## Aim of the exercise
Word for word, and with pictures excluded, copy out all the records that follow.

--- START ---

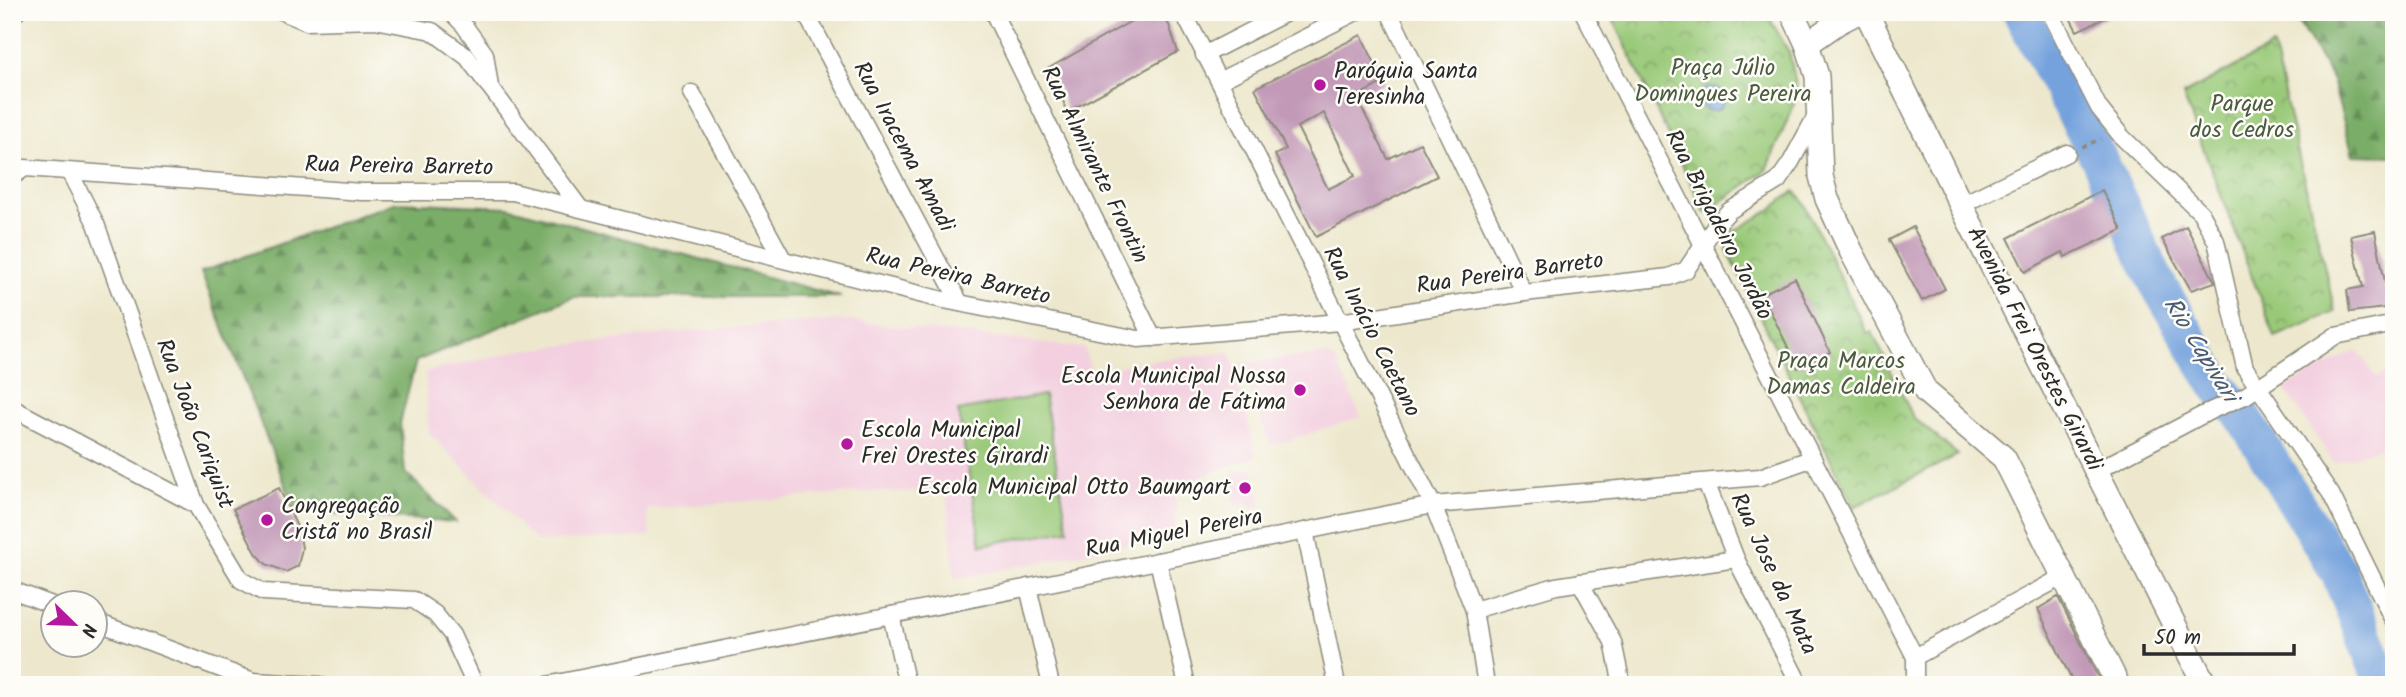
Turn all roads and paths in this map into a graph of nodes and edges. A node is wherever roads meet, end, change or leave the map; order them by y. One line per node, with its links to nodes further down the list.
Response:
1 (283, 12): 17 (street)
2 (451, 12): 17 (street)
3 (805, 12): 29 (street, Rua Iracema Amadi)
4 (993, 12): 32 (street, Rua Almirante Frontin)
5 (1183, 12): 15 (street, Rua Inácio Caetano)
6 (1288, 12): 15 (street)
7 (1356, 12): 16 (street)
8 (1389, 12): 28 (street)
9 (1583, 12): 26 (street, Rua Brigadeiro Jordão)
10 (1792, 12): 14 (main road)
11 (1858, 12): 14 (main road)
12 (1866, 12): 24 (main road, Avenida Frei Orestes Girardi)
13 (2050, 12): 33 (street)
14 (1807, 44): 19 (main road)
15 (1204, 55): 16 (street, Rua Inácio Caetano)
16 (1219, 81): 30 (street, Rua Inácio Caetano)
17 (490, 88): 25 (street)
18 (692, 93): 27 (street)
19 (1819, 108): 26 (street, Rua Pereira Barreto); 43 (main road)
20 (2101, 139): 21 (path)
21 (2069, 152): 24 (street)
22 (70, 173): 23 (street, Rua Pereira Barreto); 25 (street, Rua Pereira Barreto); 38 (street, Rua João Cariquist)
23 (12, 177)
24 (1961, 205): 36 (main road, Avenida Frei Orestes Girardi)
25 (580, 208): 27 (street, Rua Pereira Barreto)
26 (1702, 245): 28 (street, Rua Pereira Barreto); 35 (street, Rua Brigadeiro Jordão)
27 (783, 259): 29 (street, Rua Pereira Barreto)
28 (1524, 293): 30 (street, Rua Pereira Barreto)
29 (960, 303): 32 (street, Rua Pereira Barreto)
30 (1340, 322): 32 (street, Rua Pereira Barreto); 39 (street, Rua Inácio Caetano)
31 (2394, 326): 33 (street)
32 (1153, 338)
33 (2251, 392): 36 (street); 50 (street)
34 (12, 408): 38 (street)
35 (1813, 458): 37 (street, Rua Miguel Pereira); 52 (street, Rua Brigadeiro Jordão)
36 (2096, 471): 65 (main road, Avenida Frei Orestes Girardi)
37 (1706, 481): 39 (street, Rua Miguel Pereira); 41 (street, Rua Jose da Mata)
38 (196, 505): 54 (street, Rua João Cariquist)
39 (1433, 505): 40 (street, Rua Miguel Pereira); 48 (street, Rua Inácio Caetano)
40 (1305, 531): 42 (street, Rua Miguel Pereira); 59 (street)
41 (1737, 559): 44 (street); 62 (street, Rua Jose da Mata)
42 (1158, 561): 45 (street, Rua Miguel Pereira); 58 (street)
43 (2064, 576): 52 (street); 64 (main road)
44 (1580, 582): 48 (street); 61 (street)
45 (1028, 587): 49 (street, Rua Miguel Pereira); 57 (street)
46 (12, 590): 47 (street)
47 (38, 600)
48 (1474, 610): 60 (street, Rua Inácio Caetano)
49 (891, 615): 55 (street, Rua Miguel Pereira); 56 (street)
50 (2394, 622)
51 (108, 626): 53 (street)
52 (1915, 657): 63 (street, Rua Brigadeiro Jordão)
53 (320, 685)
54 (475, 685)
55 (547, 685)
56 (906, 685)
57 (1051, 685)
58 (1187, 685)
59 (1338, 685)
60 (1486, 685)
61 (1622, 685)
62 (1800, 685)
63 (1915, 685)
64 (2118, 685)
65 (2205, 685)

--- END ---

## Answer to the problem
Turn all roads and paths in this map into a graph of nodes and edges. A node is wherever roads meet, end, change or leave the map; order them by y. One line per node, with its links to nodes further down the list.
Response:
1 (283, 12): 17 (street)
2 (451, 12): 17 (street)
3 (805, 12): 29 (street, Rua Iracema Amadi)
4 (993, 12): 32 (street, Rua Almirante Frontin)
5 (1183, 12): 15 (street, Rua Inácio Caetano)
6 (1288, 12): 15 (street)
7 (1356, 12): 16 (street)
8 (1389, 12): 28 (street)
9 (1583, 12): 26 (street, Rua Brigadeiro Jordão)
10 (1792, 12): 14 (main road)
11 (1858, 12): 14 (main road)
12 (1866, 12): 24 (main road, Avenida Frei Orestes Girardi)
13 (2050, 12): 33 (street)
14 (1807, 44): 19 (main road)
15 (1204, 55): 16 (street, Rua Inácio Caetano)
16 (1219, 81): 30 (street, Rua Inácio Caetano)
17 (490, 88): 25 (street)
18 (692, 93): 27 (street)
19 (1819, 108): 26 (street, Rua Pereira Barreto); 43 (main road)
20 (2101, 139): 21 (path)
21 (2069, 152): 24 (street)
22 (70, 173): 23 (street, Rua Pereira Barreto); 25 (street, Rua Pereira Barreto); 38 (street, Rua João Cariquist)
23 (12, 177)
24 (1961, 205): 36 (main road, Avenida Frei Orestes Girardi)
25 (580, 208): 27 (street, Rua Pereira Barreto)
26 (1702, 245): 28 (street, Rua Pereira Barreto); 35 (street, Rua Brigadeiro Jordão)
27 (783, 259): 29 (street, Rua Pereira Barreto)
28 (1524, 293): 30 (street, Rua Pereira Barreto)
29 (960, 303): 32 (street, Rua Pereira Barreto)
30 (1340, 322): 32 (street, Rua Pereira Barreto); 39 (street, Rua Inácio Caetano)
31 (2394, 326): 33 (street)
32 (1153, 338)
33 (2251, 392): 36 (street); 50 (street)
34 (12, 408): 38 (street)
35 (1813, 458): 37 (street, Rua Miguel Pereira); 52 (street, Rua Brigadeiro Jordão)
36 (2096, 471): 65 (main road, Avenida Frei Orestes Girardi)
37 (1706, 481): 39 (street, Rua Miguel Pereira); 41 (street, Rua Jose da Mata)
38 (196, 505): 54 (street, Rua João Cariquist)
39 (1433, 505): 40 (street, Rua Miguel Pereira); 48 (street, Rua Inácio Caetano)
40 (1305, 531): 42 (street, Rua Miguel Pereira); 59 (street)
41 (1737, 559): 44 (street); 62 (street, Rua Jose da Mata)
42 (1158, 561): 45 (street, Rua Miguel Pereira); 58 (street)
43 (2064, 576): 52 (street); 64 (main road)
44 (1580, 582): 48 (street); 61 (street)
45 (1028, 587): 49 (street, Rua Miguel Pereira); 57 (street)
46 (12, 590): 47 (street)
47 (38, 600)
48 (1474, 610): 60 (street, Rua Inácio Caetano)
49 (891, 615): 55 (street, Rua Miguel Pereira); 56 (street)
50 (2394, 622)
51 (108, 626): 53 (street)
52 (1915, 657): 63 (street, Rua Brigadeiro Jordão)
53 (320, 685)
54 (475, 685)
55 (547, 685)
56 (906, 685)
57 (1051, 685)
58 (1187, 685)
59 (1338, 685)
60 (1486, 685)
61 (1622, 685)
62 (1800, 685)
63 (1915, 685)
64 (2118, 685)
65 (2205, 685)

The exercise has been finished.